Galactic 01, carrying four passengers and two pilots lifted off from Spaceport America in New Mexico after 11.00 a.m. EDT (8.30 p.m. IST) on June 29. The crew include Virgin Galactic’s astronaut Colin Bennett and Col. Walter Villadei and Lt. Col. Angelo Landolfi from the Italian Air Force and Pantaleone Carlucci, the nation’s National Research Council engineer who will collect data for a number of scientific investigations during their flight.

The two VSS Unity pilots are Mike Masucci and Nicola Pecile, and two pilots for VMS Eve.

After reaching around 50,000 feet of altitude, VMS Eve dropped VSS Unity for the spaceplane to blast its way to suborbital space, allowing passengers to experience a few moments of weightlessness.

Virgin Galactic’s start to commercial service comes after years of delays and setbacks.

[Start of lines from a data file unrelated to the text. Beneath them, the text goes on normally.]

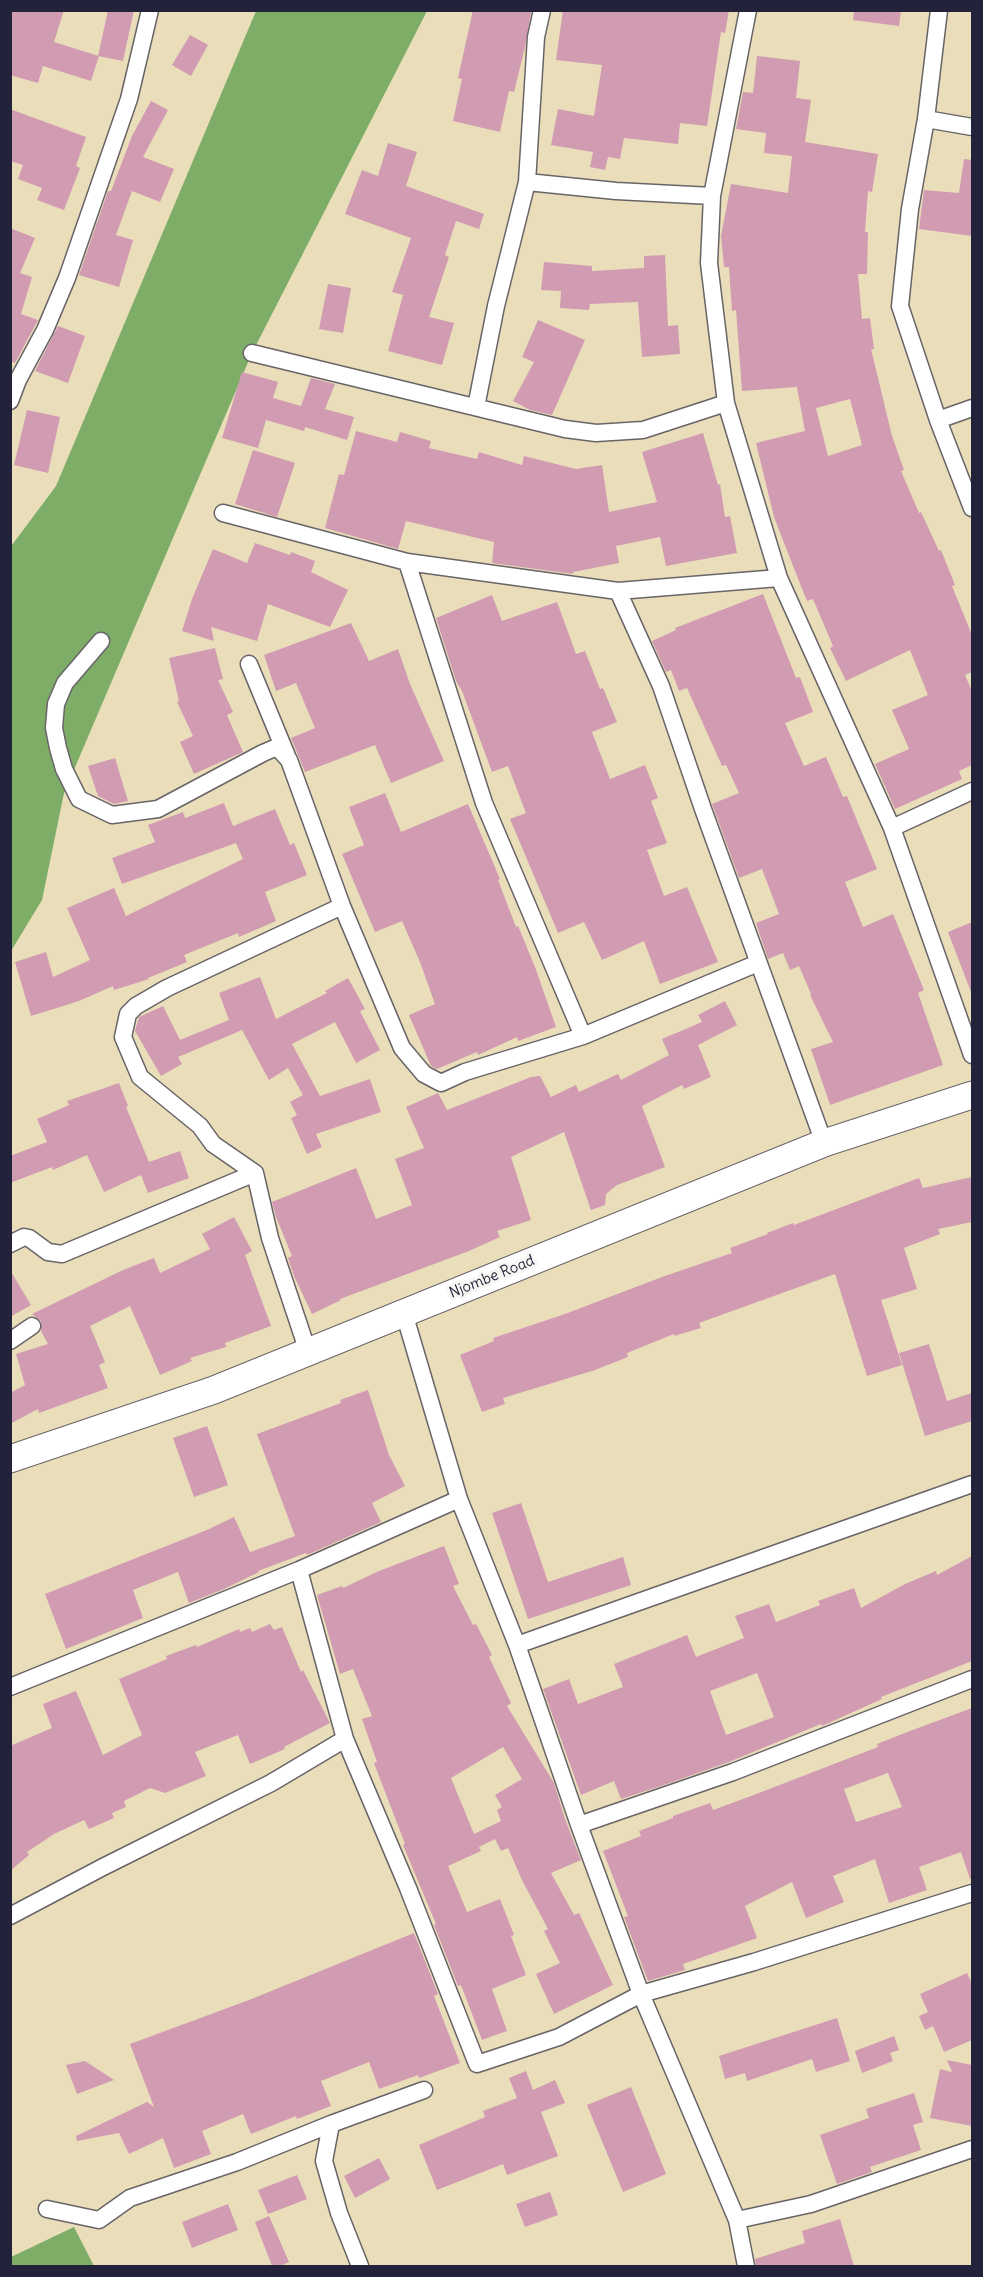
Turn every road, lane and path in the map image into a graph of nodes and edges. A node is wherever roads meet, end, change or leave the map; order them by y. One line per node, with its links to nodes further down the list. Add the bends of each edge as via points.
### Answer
1 (150, 10): 10 (street, via 129,99 67,278)
2 (542, 10): 7 (street, via 536,37)
3 (748, 10): 8 (street)
4 (939, 10): 5 (street)
5 (926, 119): 6 (street); 14 (street, via 910,208 900,306)
6 (972, 127)
7 (527, 182): 8 (street); 12 (street)
8 (712, 196): 11 (street, via 709,263)
9 (252, 353): 12 (street)
10 (10, 401)
11 (726, 403): 12 (street, via 643,430 596,433); 18 (street)
12 (476, 407)
13 (972, 408): 14 (street)
14 (938, 420): 15 (street)
15 (972, 507)
16 (223, 513): 17 (street)
17 (406, 562): 19 (street); 27 (street, via 484,803)
18 (779, 578): 19 (street); 24 (street)
19 (618, 591): 26 (street, via 662,686)
20 (101, 641): 22 (street, via 65,683 56,704 54,728 58,748 78,799 112,815 158,809 277,747)
21 (249, 664): 22 (street)
22 (289, 760): 25 (street)
23 (972, 792): 24 (street)
24 (892, 828): 28 (street)
25 (342, 906): 27 (street, via 402,1048 424,1074 441,1083); 31 (street, via 168,988 128,1014 123,1037 140,1077 200,1126 213,1144)
26 (758, 963): 27 (street); 30 (street)
27 (583, 1036)
28 (972, 1055)
29 (972, 1095): 30 (highway, Njombe Road)
30 (824, 1143): 33 (highway, Njombe Road)
31 (255, 1173): 32 (street, via 62,1254 48,1252 24,1237); 36 (street, via 270,1238)
32 (10, 1244)
33 (404, 1312): 36 (highway, Njombe Road); 39 (street)
34 (32, 1326): 35 (street)
35 (10, 1341)
36 (308, 1352): 37 (highway, Njombe Road, via 214,1390)
37 (11, 1459)
38 (972, 1484): 41 (street)
39 (459, 1498): 40 (street); 41 (street)
40 (299, 1570): 43 (street); 44 (street)
41 (517, 1645): 45 (street)
42 (972, 1679): 45 (street, via 733,1772)
43 (10, 1687)
44 (345, 1739): 47 (street, via 271,1783); 48 (street, via 477,2064 559,2037)
45 (579, 1825): 48 (street)
46 (972, 1893): 48 (street)
47 (10, 1916)
48 (642, 1994): 53 (street)
49 (424, 2090): 50 (street)
50 (331, 2124): 52 (street, via 237,2162 130,2198 99,2220); 54 (street, via 324,2161)
51 (972, 2149): 53 (street, via 811,2204)
52 (47, 2209)
53 (737, 2220): 55 (street)
54 (360, 2266)
55 (746, 2266)

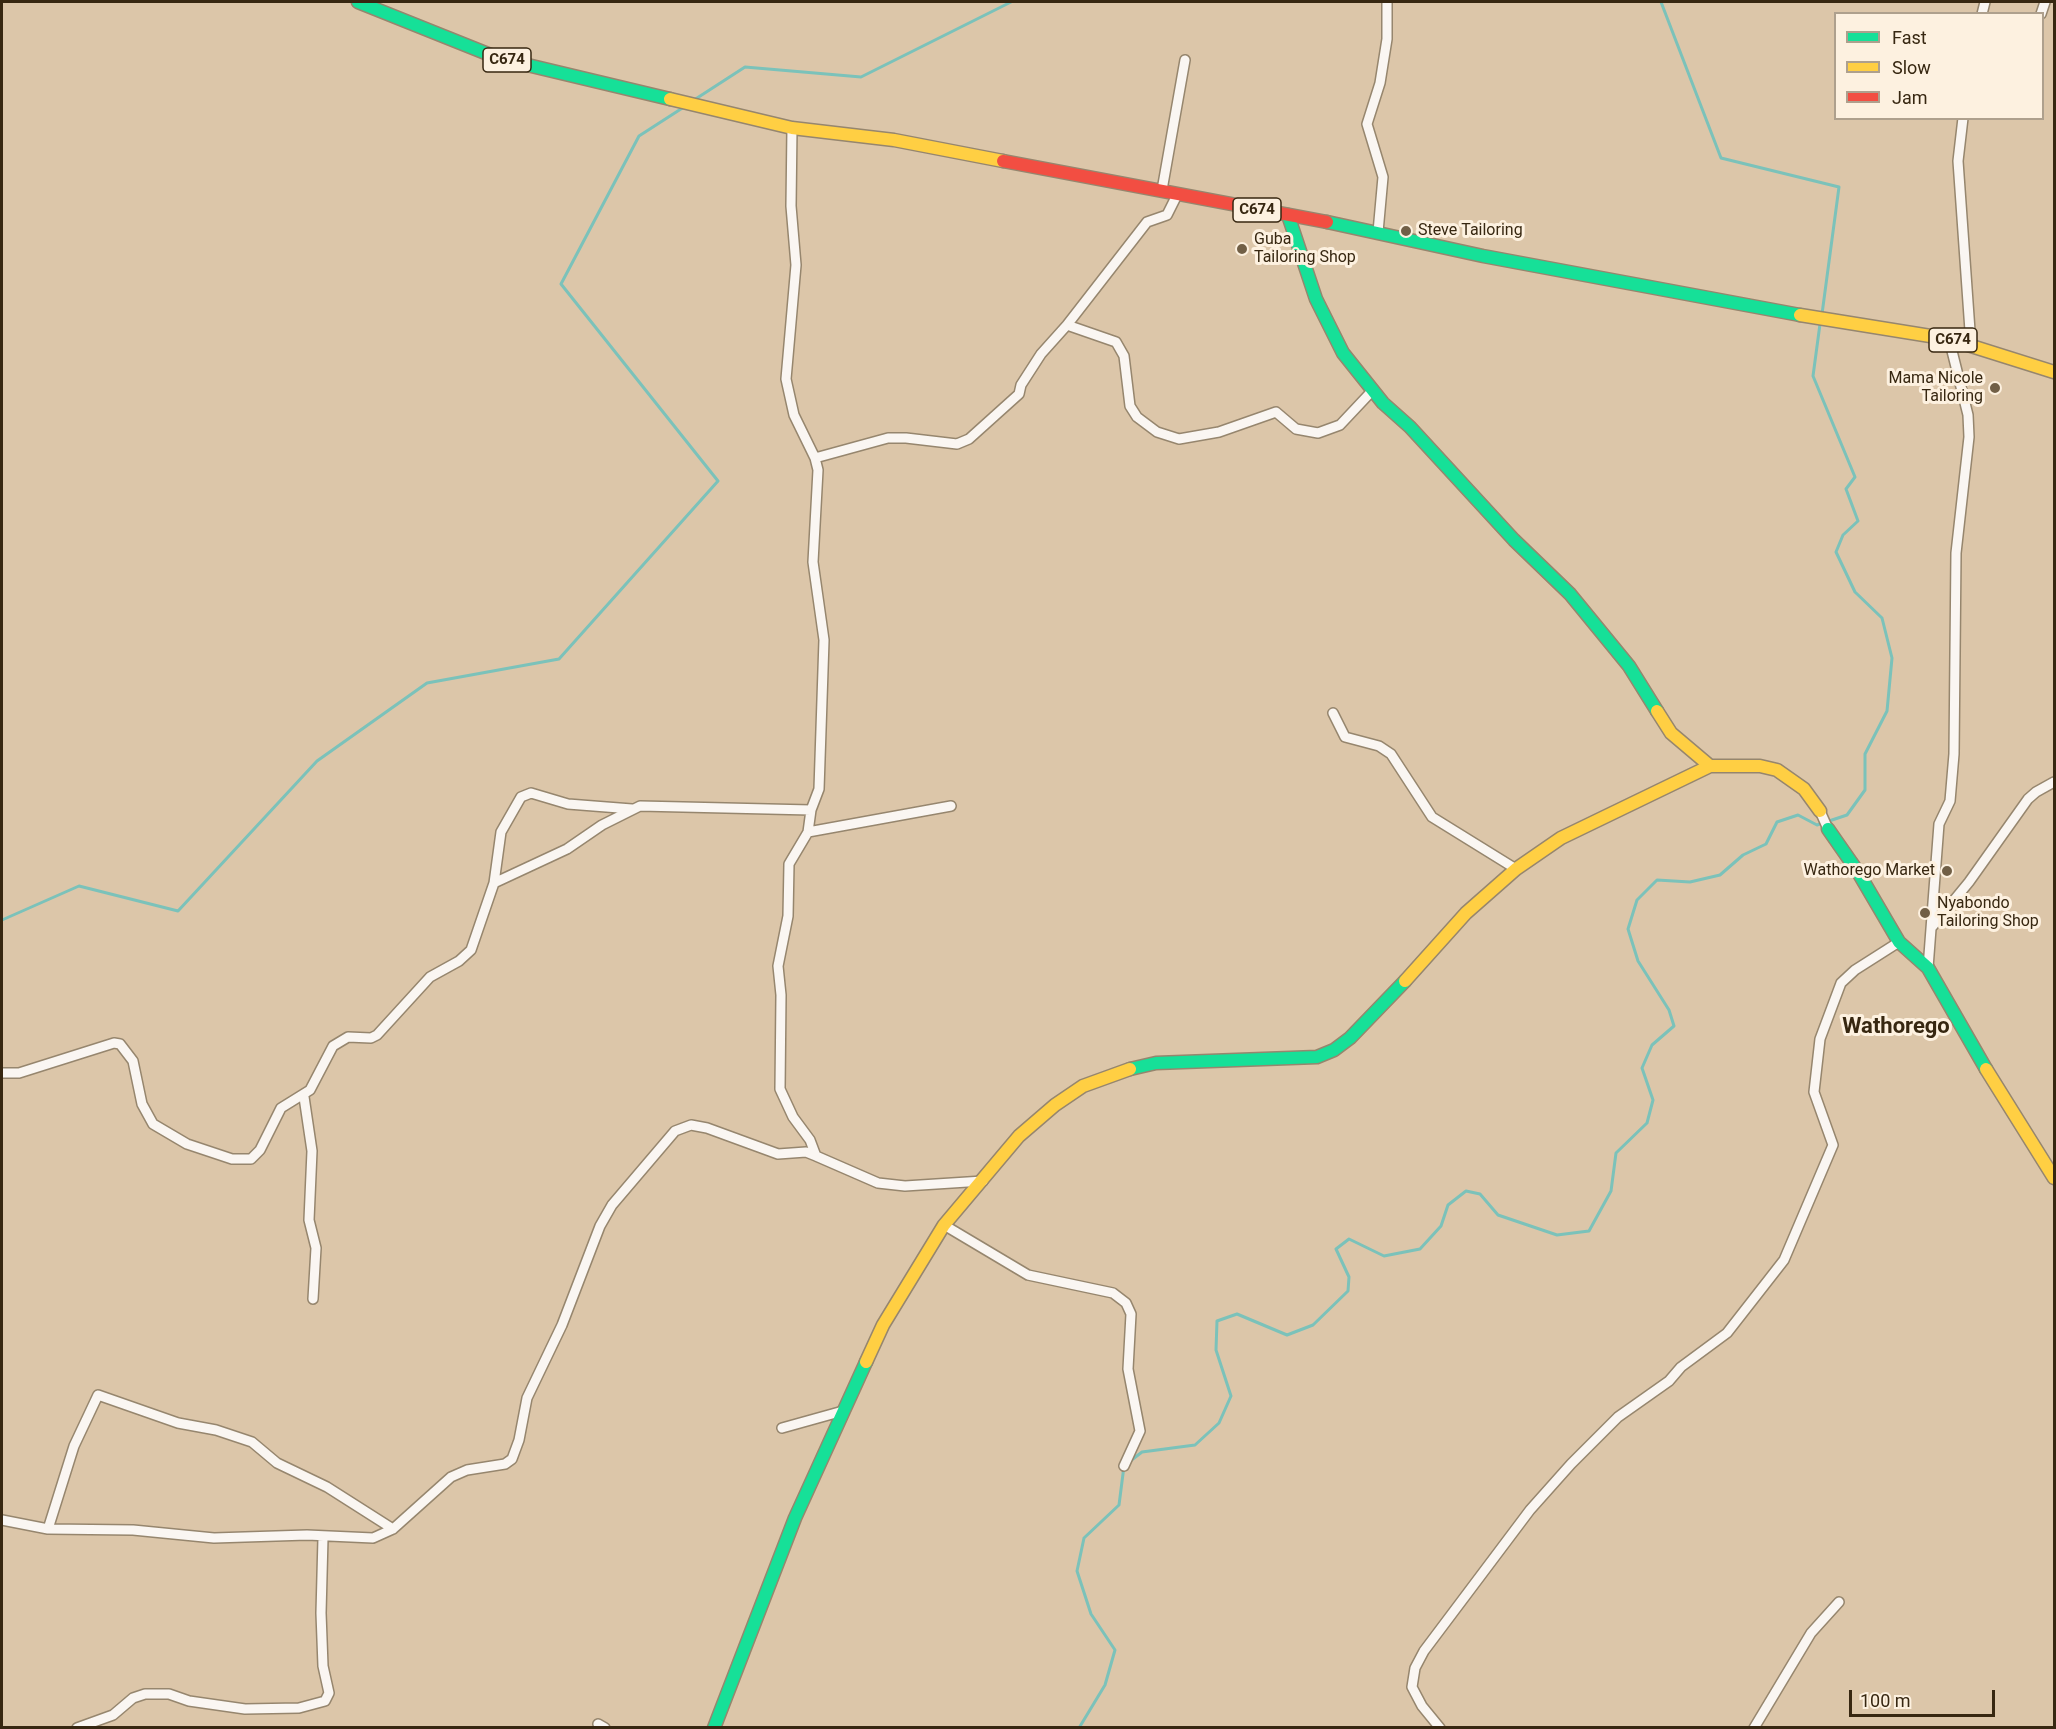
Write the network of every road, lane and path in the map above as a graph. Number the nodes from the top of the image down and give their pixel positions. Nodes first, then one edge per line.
1 (358, 2) edge
2 (1387, 2) edge
3 (1185, 60) dead end
4 (1963, 120) edge
5 (792, 128) junction
6 (1162, 190) junction
7 (1178, 194) junction
8 (1288, 215) junction
9 (1378, 232) junction
10 (1067, 325) junction
11 (1960, 342) junction
12 (2053, 369) edge
13 (1372, 391) junction
14 (816, 458) junction
15 (1333, 713) dead end
16 (1710, 766) junction
17 (2055, 782) edge
18 (951, 806) dead end
19 (632, 809) junction
20 (811, 810) junction
21 (1820, 811) joint
22 (1828, 829) joint
23 (808, 832) junction
24 (1516, 869) junction
25 (494, 883) junction
26 (1932, 927) junction
27 (1899, 942) junction
28 (1928, 968) junction
29 (2, 1073) edge
30 (304, 1096) junction
31 (816, 1156) junction
32 (2050, 1162) edge
33 (2055, 1178) edge
34 (983, 1181) junction
35 (944, 1225) junction
36 (313, 1299) dead end
37 (843, 1411) junction
38 (782, 1428) dead end
39 (1124, 1466) dead end
40 (2, 1520) edge
41 (48, 1529) junction
42 (393, 1529) junction
43 (323, 1538) junction
44 (1839, 1602) dead end
45 (77, 1728) edge
46 (714, 1728) edge
47 (1440, 1728) edge
48 (1754, 1728) edge

1 - 5 street, C674
2 - 9 street
3 - 6 street
4 - 11 street
5 - 6 street, C674
5 - 14 street
6 - 7 street, C674
7 - 8 street, C674
7 - 10 street
8 - 9 street, C674
8 - 13 street
9 - 11 street, C674
10 - 13 street
10 - 14 street
11 - 12 street, C674
11 - 26 street
13 - 16 street
14 - 20 street
15 - 24 street
16 - 21 street
16 - 24 street
17 - 26 street
18 - 23 street
19 - 20 street
19 - 25 street
19 - 25 street
20 - 23 street
21 - 22 street
22 - 27 street
23 - 31 street
24 - 34 street
25 - 30 street
26 - 28 street
27 - 28 street
27 - 47 street
28 - 32 street
29 - 30 street
30 - 36 street
31 - 34 street
31 - 42 street
32 - 33 street
34 - 35 street
35 - 37 street
35 - 39 street
37 - 38 street
37 - 46 street
40 - 41 street
41 - 42 street
41 - 43 street
42 - 43 street
43 - 45 street
44 - 48 street

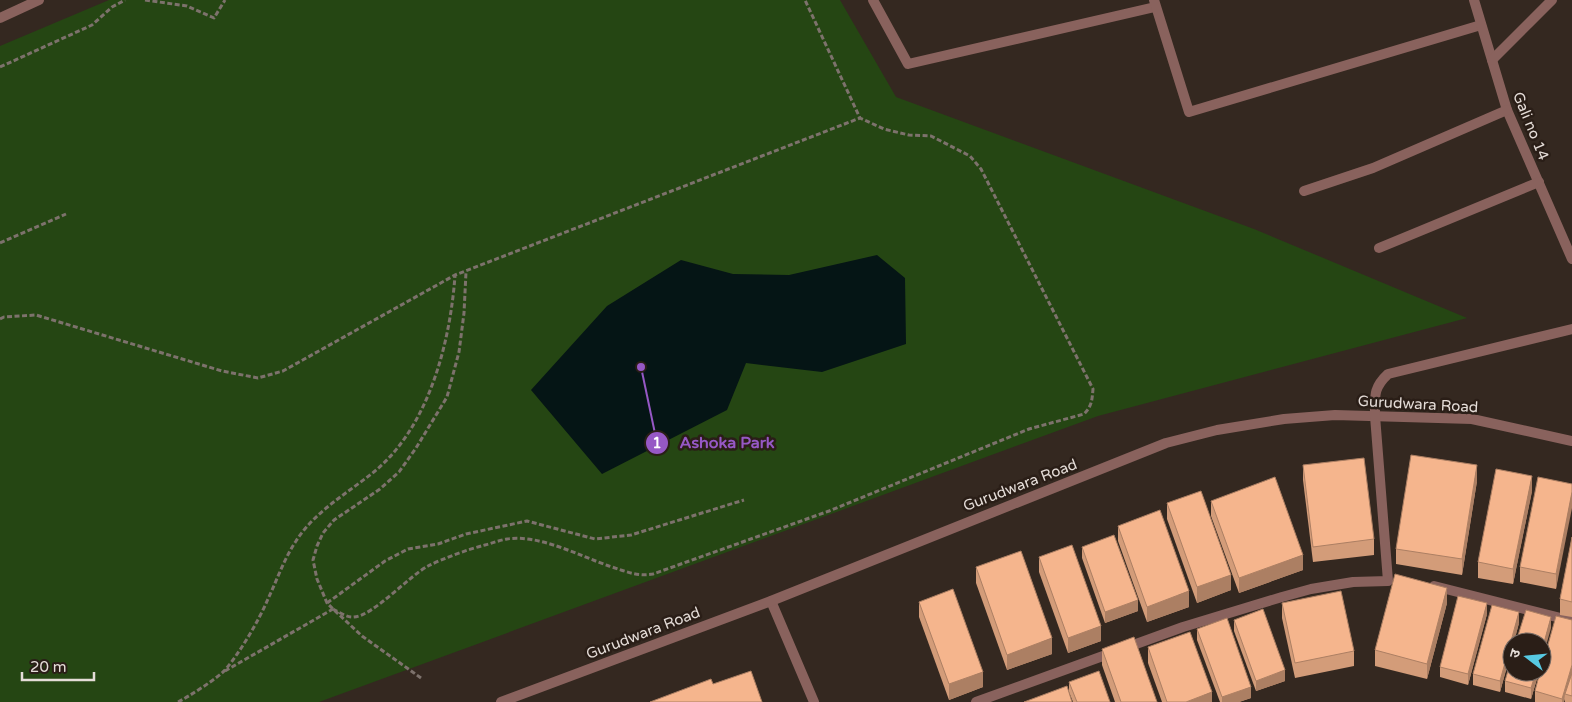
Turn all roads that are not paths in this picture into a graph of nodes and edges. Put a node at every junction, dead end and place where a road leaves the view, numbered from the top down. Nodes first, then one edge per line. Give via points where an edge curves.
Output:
1 (39, 0) edge
2 (873, 0) edge
3 (1474, 0) edge
4 (1552, 0) edge
5 (1154, 4) edge
6 (0, 18) edge
7 (1481, 25) junction
8 (1492, 60) junction
9 (1506, 110) junction
10 (1539, 182) junction
11 (1304, 191) dead end
12 (1379, 248) dead end
13 (1572, 259) edge
14 (1572, 329) edge
15 (1375, 416) junction
16 (1572, 441) edge
17 (1425, 585) edge
18 (771, 601) junction
19 (1572, 620) edge
20 (501, 702) edge
21 (814, 702) edge
22 (976, 702) edge

1 - 6 street
2 - 5 street via 908,64
3 - 7 street, Gali no 14
4 - 8 street
5 - 7 street via 1189,112
7 - 8 street, Gali no 14
8 - 9 street, Gali no 14
9 - 10 street, Gali no 14
9 - 11 street via 1373,168
10 - 12 street
10 - 13 street, Gali no 14
14 - 15 street via 1388,374 1375,390
15 - 16 street, Gurudwara Road via 1472,419
15 - 18 street, Gurudwara Road via 1284,419 1217,430 1166,443
15 - 22 street via 1393,582 1353,582 1282,597
17 - 19 street
18 - 20 street, Gurudwara Road
18 - 21 street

The success of “Galactic 01” will pave the way for the company’s second mission slated for August and then to once a month.

It will showcase the unique suborbital science lab that Virgin Galactic offers as well as help the company to use the experience as training for potential future missions to the International Space Station.

Virgin Galactic is now among aerospace companies, along with Elon Musk’s SpaceX and Jeff Bezos’s Blue Origin, that can ferry paying customers to space.

Galactic 01 also carried 13 experiments for collecting medical and cosmic radiation data and studying fluid dynamics.

“Today’s #Galactic01 mission will fly 13 autonomous and human-tended experiments which examine biomedicine thermo-fluid dynamics, and the development of innovative and sustainable materials in microgravity experiments,” the company shared earlier on Twitter.

“Virgin Galactic’s research missions will usher in a new era of repeatable and reliable access to space for government and research institutions for years to come,” said Virgin Galactic CEO Michael Colglazier in a statement.

The last Virgin Galactic spaceflight took place in July 2021 and had Virgin CEO Richard Branson, along with three other employees, on board. About 800 tickets have been sold over the past decade, with the initial batch going for $200,000 each.

Tickets now cost $450,000 per person.